Section 3. [Reserved.]
Section 4. SCHEDULE AMENDMENTS. The parties contemplate that from time to
time a need may arise for transition services not specifically contemplated
under this Agreement or the Schedules hereto that both parties deem to be
reasonable and appropriate to be provided hereunder, in which event the parties
may, but shall have no duty to, amend the appropriate schedule as necessary. The
amended schedule shall be initialed by a duly authorized individual from each of
Purchaser and Seller.
Section 5. MANNER OF PERFORMANCE AND ACKNOWLEDGMENT. Purchaser agrees that
it shall cause its personnel providing services under this Agreement to perform
such services with the same degree of care, skill, confidentiality and diligence
with which its personnel perform similar services for Purchaser and in a manner
consistent with the level of care given to Purchaser's business. Purchaser shall
provide all services under this Agreement in accordance with the reasonable
written instructions provided by the authorized representatives of Seller, or
their designees, or, in the absence of such instructions, as such services have
been performed for Seller in the past. Purchaser shall cease providing any
services upon the reasonable written instructions of the Seller's authorized
representatives or designees to that effect. Purchaser shall be entitled to rely
upon any written instructions received from such authorized representatives or
designees.
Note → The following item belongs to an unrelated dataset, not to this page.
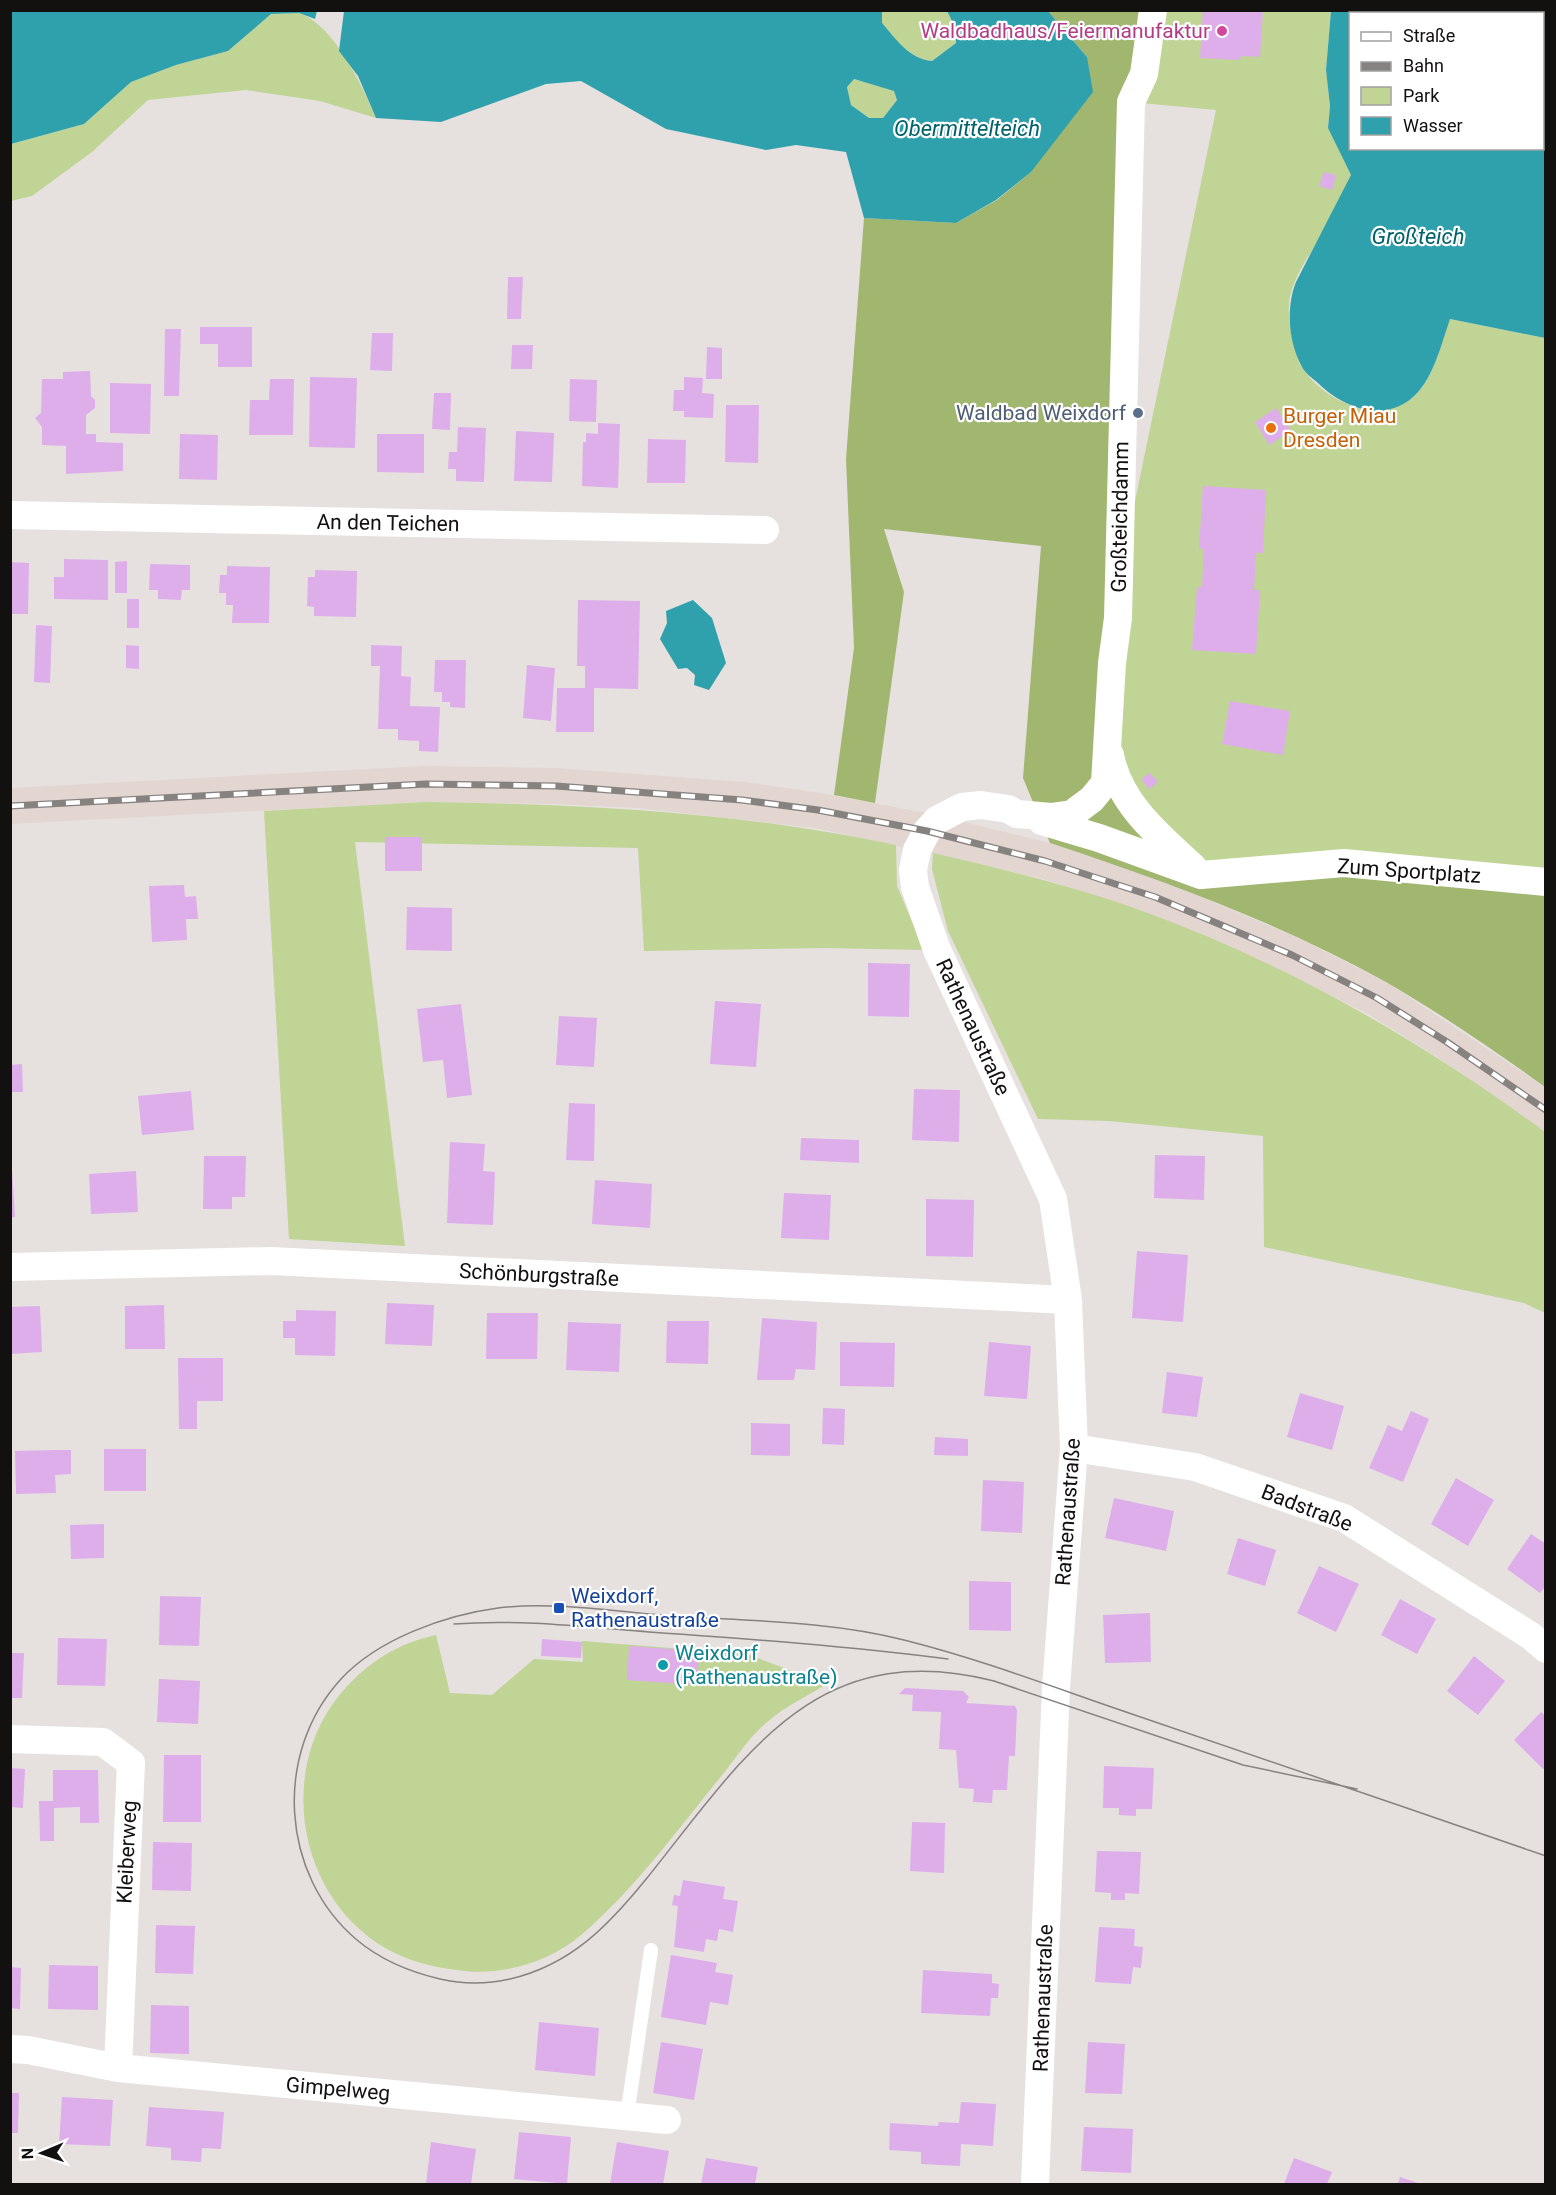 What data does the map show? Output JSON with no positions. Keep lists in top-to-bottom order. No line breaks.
{"streets":{"street":["Großteichdamm","An den Teichen","Zum Sportplatz","Rathenaustraße","Schönburgstraße","Badstraße","Kleiberweg","Gimpelweg"]},"crossings":[["Großteichdamm","Zum Sportplatz"],["Großteichdamm","Rathenaustraße"],["Rathenaustraße","Schönburgstraße"],["Rathenaustraße","Badstraße"],["Kleiberweg","Gimpelweg"]],"water":["Obermittelteich","Großteich"],"places":{"other":["Waldbadhaus/Feiermanufaktur","Waldbad Weixdorf","Burger Miau Dresden","Weixdorf (Rathenaustraße)"],"transit":["Weixdorf, Rathenaustraße"]},"legend":["Straße","Bahn","Park","Wasser"],"north":"left"}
The parties hereto acknowledge that services provided hereunder are
not being provided at standard commercial rates for such services but (without
limiting the prices set forth on the Schedules hereto) are being provided at
amounts considered for these purposes to be at cost to most efficiently permit
the transition to occur; the parties further acknowledge that Purchaser is not
in the business of providing the services rendered under this Agreement. Seller
shall reimburse Purchaser for reasonable third-party costs and expenses charged
to Purchaser in connection with Purchaser's performance of its duties under this
Agreement.
Section 6. PRORATION, INVOICING AND PAYMENT.
(a) PRORATION. In any month during which any services with monthly
fees set forth on the applicable Schedule are provided for less than a complete
month, such fees shall be prorated on a daily basis based on the actual number
of days in the month that such services are provided.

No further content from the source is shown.